- [EXTRACTED ENTRIES]
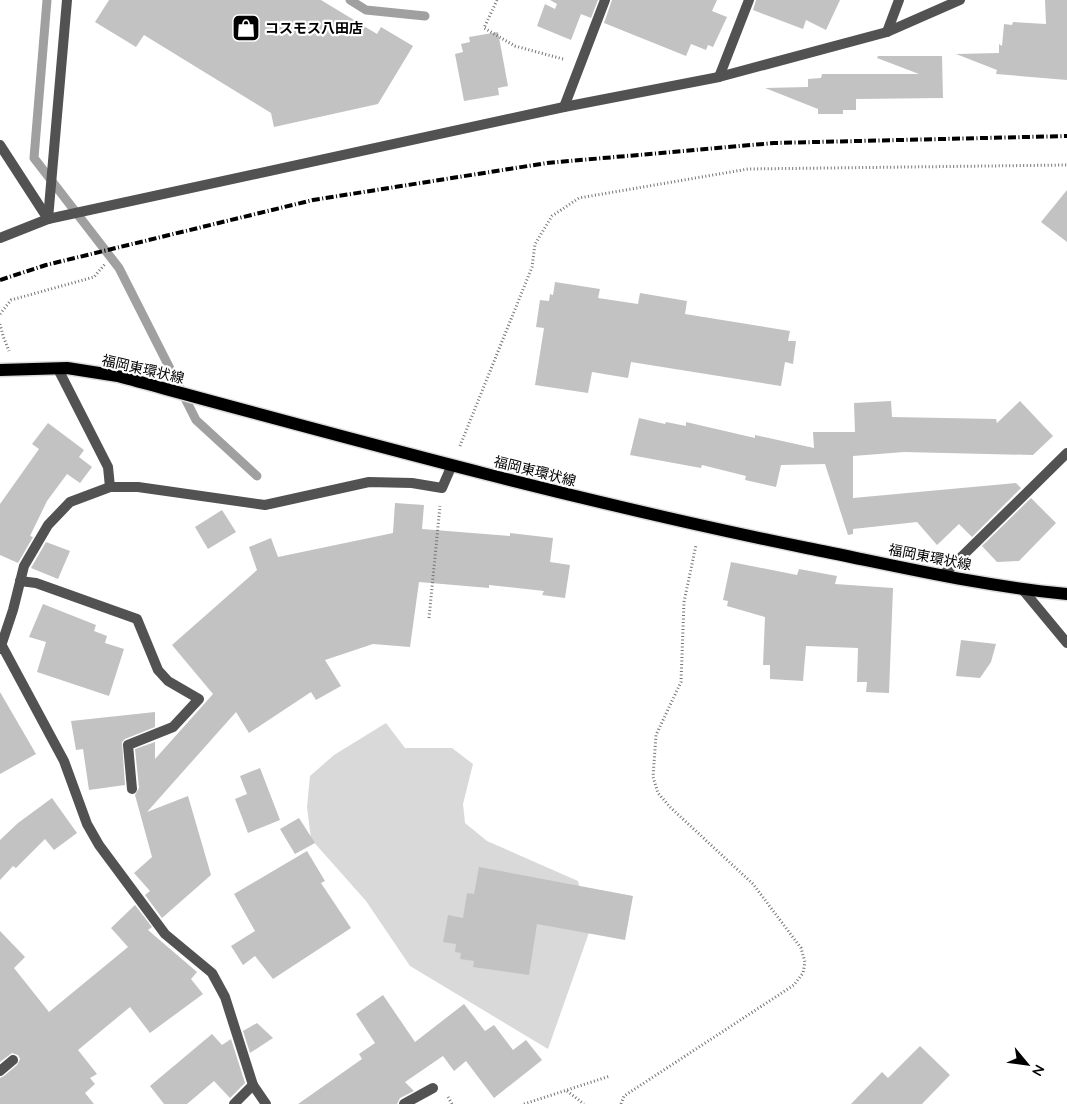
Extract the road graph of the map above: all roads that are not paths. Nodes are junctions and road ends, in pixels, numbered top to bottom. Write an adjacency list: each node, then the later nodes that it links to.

---

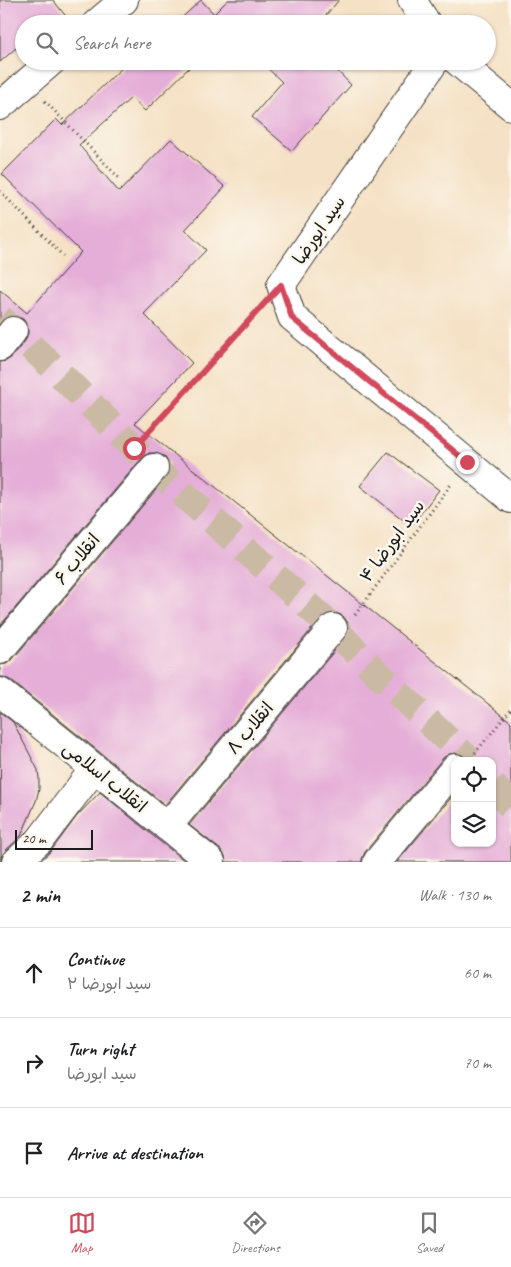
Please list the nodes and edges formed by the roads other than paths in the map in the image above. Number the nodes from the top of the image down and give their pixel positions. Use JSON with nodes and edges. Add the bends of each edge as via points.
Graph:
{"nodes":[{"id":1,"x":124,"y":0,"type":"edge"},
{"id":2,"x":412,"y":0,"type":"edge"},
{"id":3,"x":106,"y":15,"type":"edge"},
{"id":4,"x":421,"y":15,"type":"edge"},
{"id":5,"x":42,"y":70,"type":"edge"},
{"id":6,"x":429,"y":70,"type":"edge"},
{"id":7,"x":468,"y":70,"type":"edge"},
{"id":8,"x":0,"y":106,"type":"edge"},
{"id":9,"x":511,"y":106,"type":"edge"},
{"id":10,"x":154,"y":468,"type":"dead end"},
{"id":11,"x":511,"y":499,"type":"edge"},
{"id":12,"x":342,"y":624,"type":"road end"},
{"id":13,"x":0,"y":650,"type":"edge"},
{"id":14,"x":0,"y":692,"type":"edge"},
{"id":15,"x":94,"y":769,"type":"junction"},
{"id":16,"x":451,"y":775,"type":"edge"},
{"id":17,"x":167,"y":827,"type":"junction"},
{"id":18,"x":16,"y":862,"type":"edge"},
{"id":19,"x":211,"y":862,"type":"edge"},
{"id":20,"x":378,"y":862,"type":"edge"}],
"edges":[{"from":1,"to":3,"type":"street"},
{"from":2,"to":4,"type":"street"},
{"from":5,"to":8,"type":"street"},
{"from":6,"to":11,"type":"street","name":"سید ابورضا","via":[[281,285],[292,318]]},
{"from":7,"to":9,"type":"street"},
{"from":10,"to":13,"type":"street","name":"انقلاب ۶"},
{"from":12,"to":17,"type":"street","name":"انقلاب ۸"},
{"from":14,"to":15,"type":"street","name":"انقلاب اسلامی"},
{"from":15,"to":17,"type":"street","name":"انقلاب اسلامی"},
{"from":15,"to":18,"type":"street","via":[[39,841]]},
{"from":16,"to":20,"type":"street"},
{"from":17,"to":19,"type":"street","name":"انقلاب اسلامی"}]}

- [PROBLEM TO SOLVE]
Copy whichever lines in the listing above hold "each".

- [COMPLETED EXERCISE]
Extract the road graph of the map above: all roads that are not paths. Nodes are junctions and road ends, in pixels, numbered top to bottom. Write an adjacency list: each node, then the later nodes that it links to.
Please list the nodes and edges formed by the roads other than paths in the map in the image above. Number the nodes from the top of the image down and give their pixel positions. Use JSON with nodes and edges. Add the bends of each edge as via points.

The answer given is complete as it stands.